►

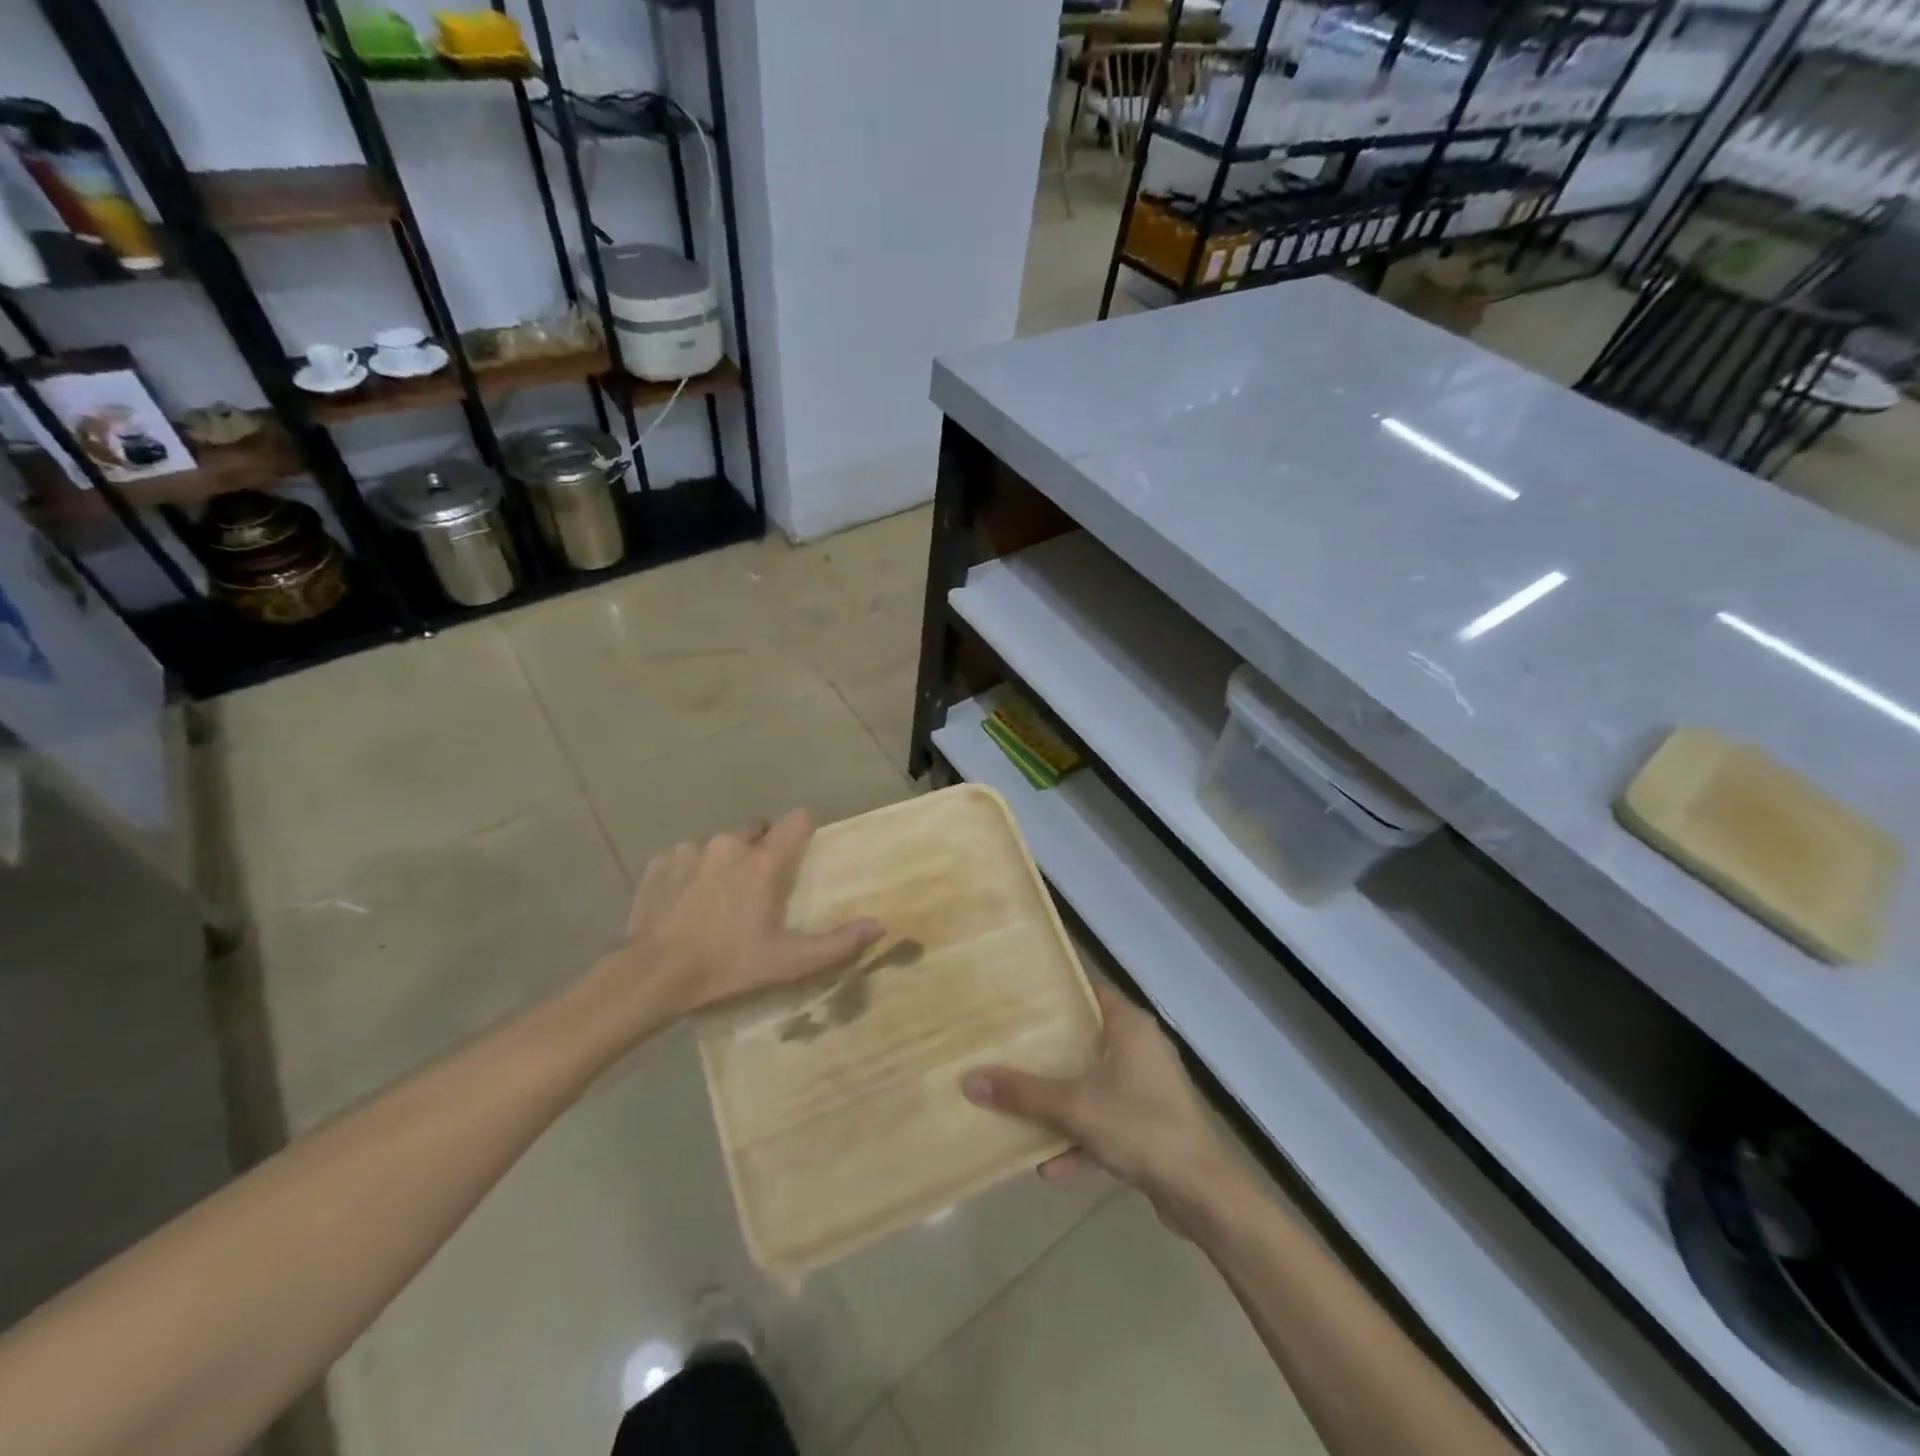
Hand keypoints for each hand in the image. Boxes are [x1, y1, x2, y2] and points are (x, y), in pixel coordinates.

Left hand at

◄
►

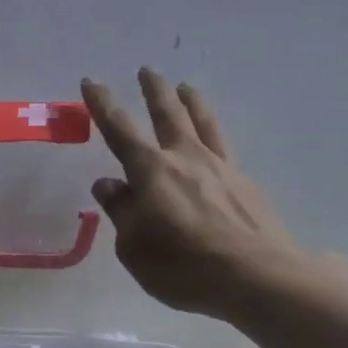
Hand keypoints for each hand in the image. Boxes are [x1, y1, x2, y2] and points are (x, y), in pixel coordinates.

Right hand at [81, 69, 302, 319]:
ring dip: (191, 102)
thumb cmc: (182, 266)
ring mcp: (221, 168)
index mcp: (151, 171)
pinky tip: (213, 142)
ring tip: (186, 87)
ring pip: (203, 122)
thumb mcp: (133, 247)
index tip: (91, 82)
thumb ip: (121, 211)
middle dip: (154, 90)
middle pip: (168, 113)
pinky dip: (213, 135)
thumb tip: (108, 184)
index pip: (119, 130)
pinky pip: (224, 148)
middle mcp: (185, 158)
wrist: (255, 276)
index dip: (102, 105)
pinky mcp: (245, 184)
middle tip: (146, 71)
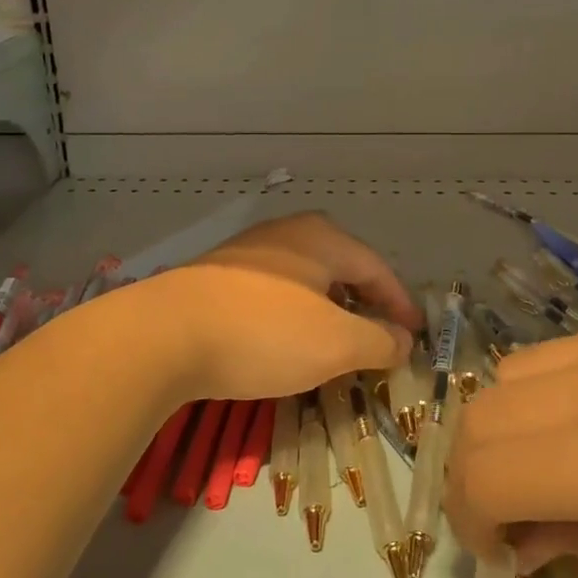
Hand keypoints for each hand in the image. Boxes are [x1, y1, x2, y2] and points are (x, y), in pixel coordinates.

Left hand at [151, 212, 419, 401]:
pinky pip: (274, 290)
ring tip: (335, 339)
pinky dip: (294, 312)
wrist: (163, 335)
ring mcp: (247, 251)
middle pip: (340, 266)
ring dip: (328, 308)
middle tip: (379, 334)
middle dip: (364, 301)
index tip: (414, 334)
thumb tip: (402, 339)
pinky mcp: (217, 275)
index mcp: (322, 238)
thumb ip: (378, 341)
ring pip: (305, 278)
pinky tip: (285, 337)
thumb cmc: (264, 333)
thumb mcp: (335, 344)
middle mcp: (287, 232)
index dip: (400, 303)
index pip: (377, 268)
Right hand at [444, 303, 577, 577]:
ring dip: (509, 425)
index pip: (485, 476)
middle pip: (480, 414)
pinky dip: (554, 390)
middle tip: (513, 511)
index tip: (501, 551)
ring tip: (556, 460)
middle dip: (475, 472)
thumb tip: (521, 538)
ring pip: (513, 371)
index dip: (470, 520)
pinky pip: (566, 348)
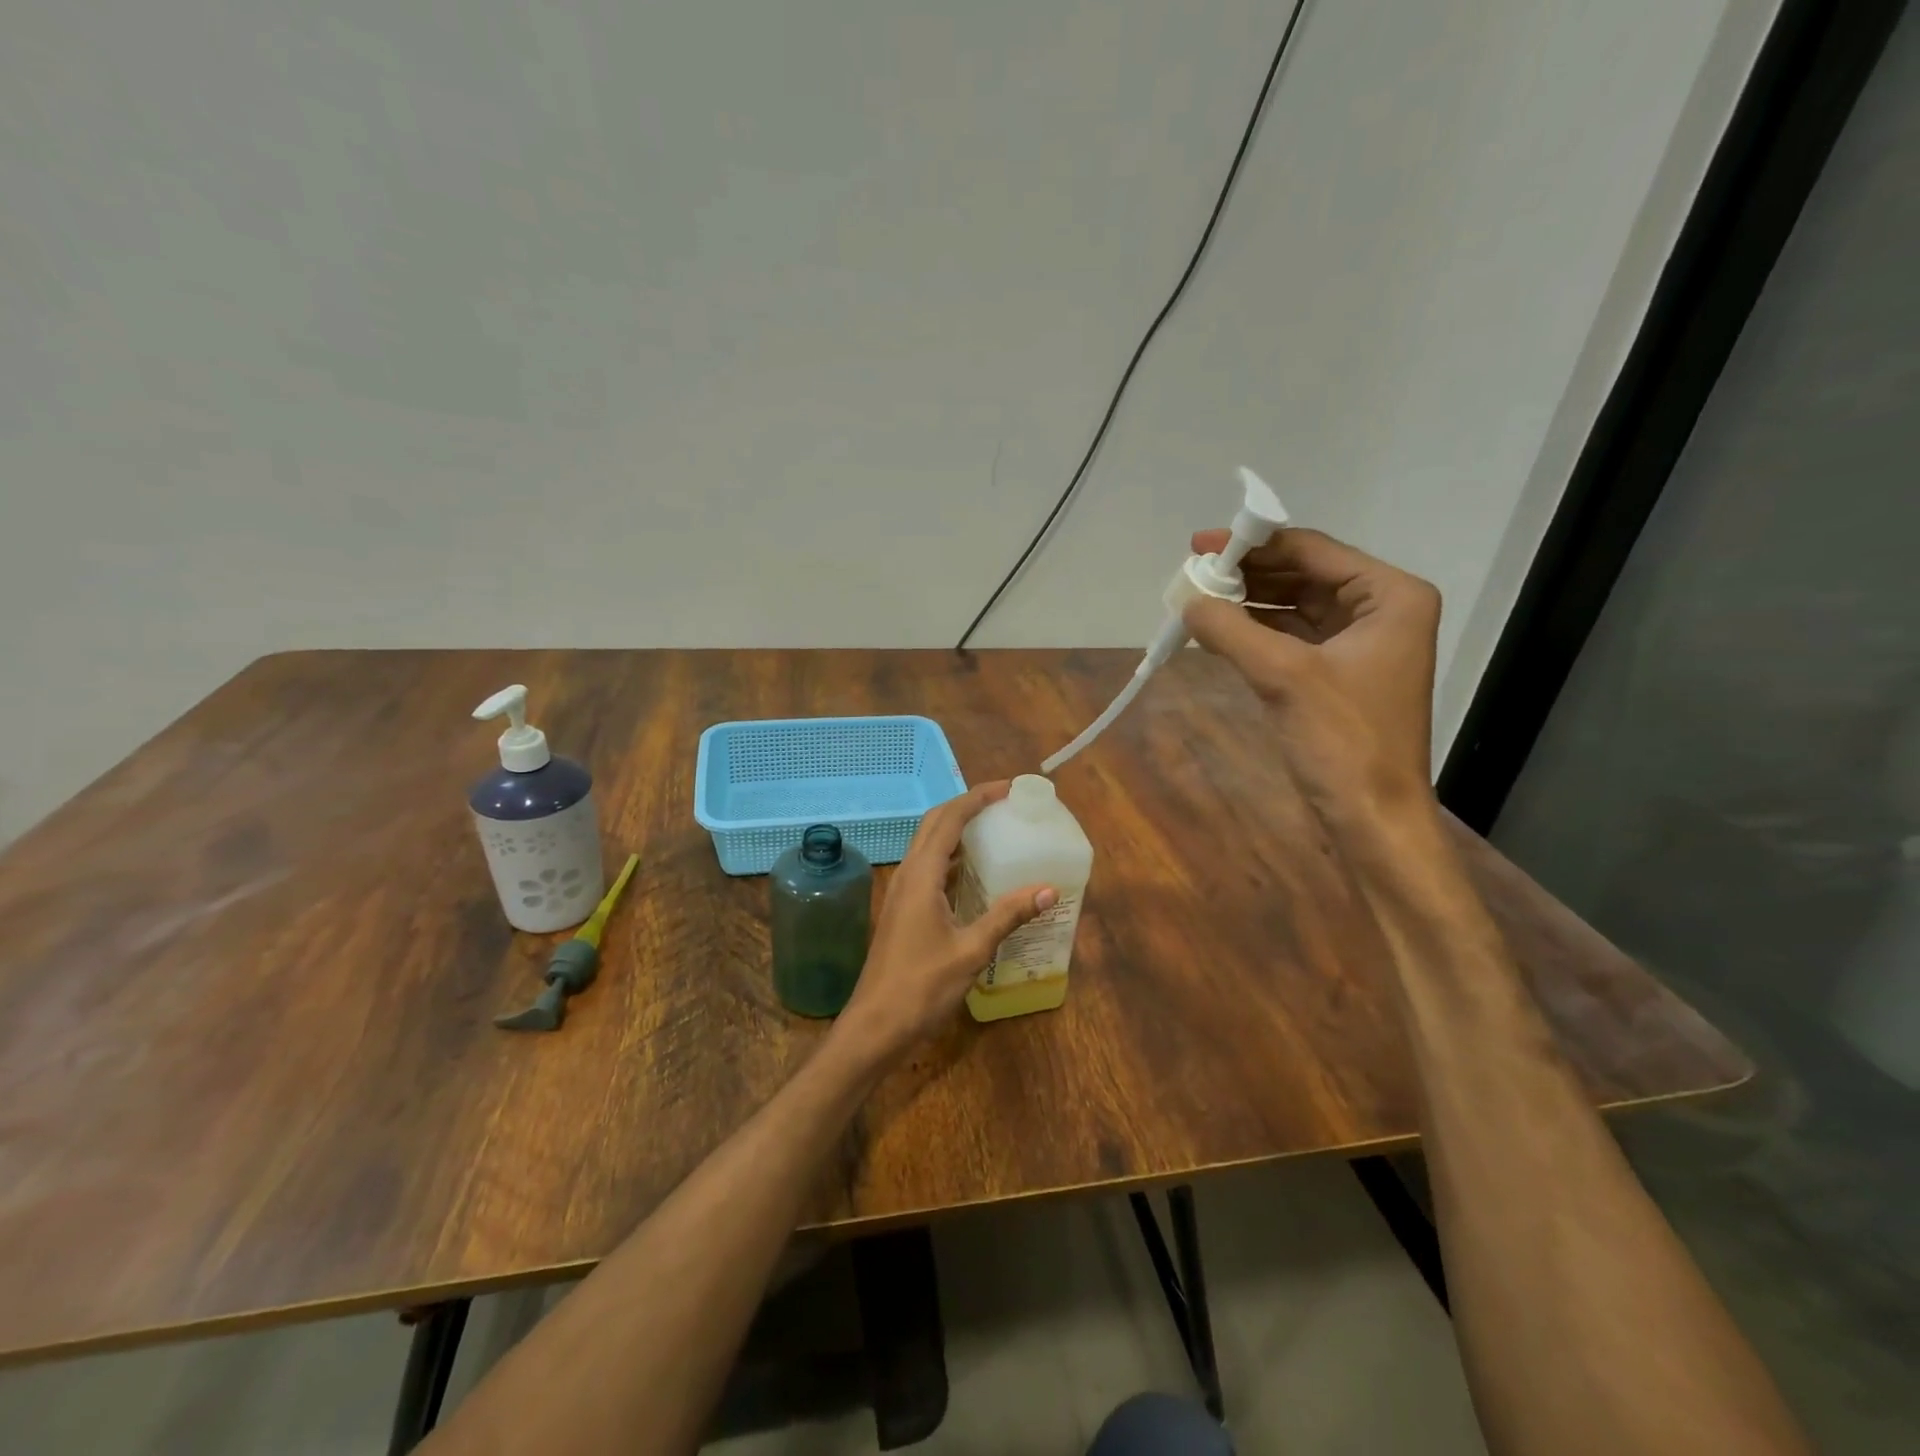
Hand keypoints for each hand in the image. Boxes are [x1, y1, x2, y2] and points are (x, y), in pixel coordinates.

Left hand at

◄
►

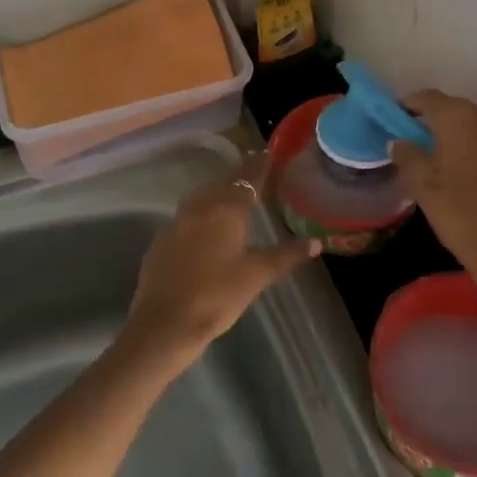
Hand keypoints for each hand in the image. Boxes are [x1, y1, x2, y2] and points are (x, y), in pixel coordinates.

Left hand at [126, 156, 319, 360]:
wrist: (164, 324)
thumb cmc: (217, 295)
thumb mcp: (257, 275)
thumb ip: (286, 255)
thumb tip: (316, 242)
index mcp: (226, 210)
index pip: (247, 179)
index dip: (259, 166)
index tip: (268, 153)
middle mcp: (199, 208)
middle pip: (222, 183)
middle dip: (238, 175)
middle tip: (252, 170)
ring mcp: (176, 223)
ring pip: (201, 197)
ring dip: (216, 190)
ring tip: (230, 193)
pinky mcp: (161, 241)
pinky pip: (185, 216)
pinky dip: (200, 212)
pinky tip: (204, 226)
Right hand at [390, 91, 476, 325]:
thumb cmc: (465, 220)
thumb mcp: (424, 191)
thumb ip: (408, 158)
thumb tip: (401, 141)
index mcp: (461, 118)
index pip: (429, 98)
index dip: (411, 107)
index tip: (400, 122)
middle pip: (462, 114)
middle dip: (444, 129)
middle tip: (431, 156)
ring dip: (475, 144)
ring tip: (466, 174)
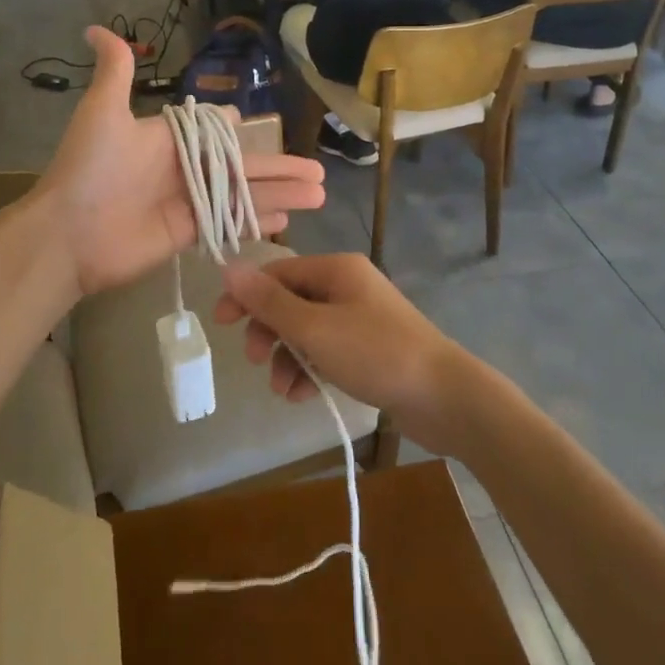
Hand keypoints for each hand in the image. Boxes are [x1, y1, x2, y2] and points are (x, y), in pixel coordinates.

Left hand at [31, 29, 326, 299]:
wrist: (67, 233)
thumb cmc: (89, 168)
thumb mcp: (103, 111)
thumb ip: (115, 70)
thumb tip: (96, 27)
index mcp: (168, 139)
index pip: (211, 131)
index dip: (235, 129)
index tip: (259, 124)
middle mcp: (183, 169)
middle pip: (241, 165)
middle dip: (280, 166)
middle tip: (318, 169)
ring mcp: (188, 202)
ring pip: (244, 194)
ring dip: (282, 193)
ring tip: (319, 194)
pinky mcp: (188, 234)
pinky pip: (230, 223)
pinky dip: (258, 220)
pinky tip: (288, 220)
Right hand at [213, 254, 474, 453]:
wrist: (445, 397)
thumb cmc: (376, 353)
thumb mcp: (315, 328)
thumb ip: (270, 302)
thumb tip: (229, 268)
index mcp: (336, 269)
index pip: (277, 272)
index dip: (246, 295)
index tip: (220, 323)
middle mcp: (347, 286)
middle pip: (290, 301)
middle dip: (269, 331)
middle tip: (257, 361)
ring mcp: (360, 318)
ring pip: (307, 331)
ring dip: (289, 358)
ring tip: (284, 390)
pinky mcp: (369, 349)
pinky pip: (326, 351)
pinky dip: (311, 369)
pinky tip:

◄

BRIEF. Starting at the line with "middle mcp: (183, 169)" and ending at the line with "index pip: (277, 272)", print each line of the listing above exactly, with no other lines.

OUTPUT FOR THIS EXERCISE.
middle mcp: (183, 169)
middle pip: (241, 165)
middle dip: (280, 166)
middle tip: (318, 169)
ring mcp: (188, 202)
ring pip: (244, 194)
ring dip: (282, 193)
ring tip: (319, 194)
pinky mcp: (188, 234)
pinky pip: (230, 223)
pinky dip: (258, 220)
pinky tip: (288, 220)
Right hand at [213, 254, 474, 453]:
wrist: (445, 397)
thumb cmc: (376, 353)
thumb mcp: (315, 328)
thumb ip: (270, 302)
thumb tip: (229, 268)
index mcp: (336, 269)
index pip: (277, 272)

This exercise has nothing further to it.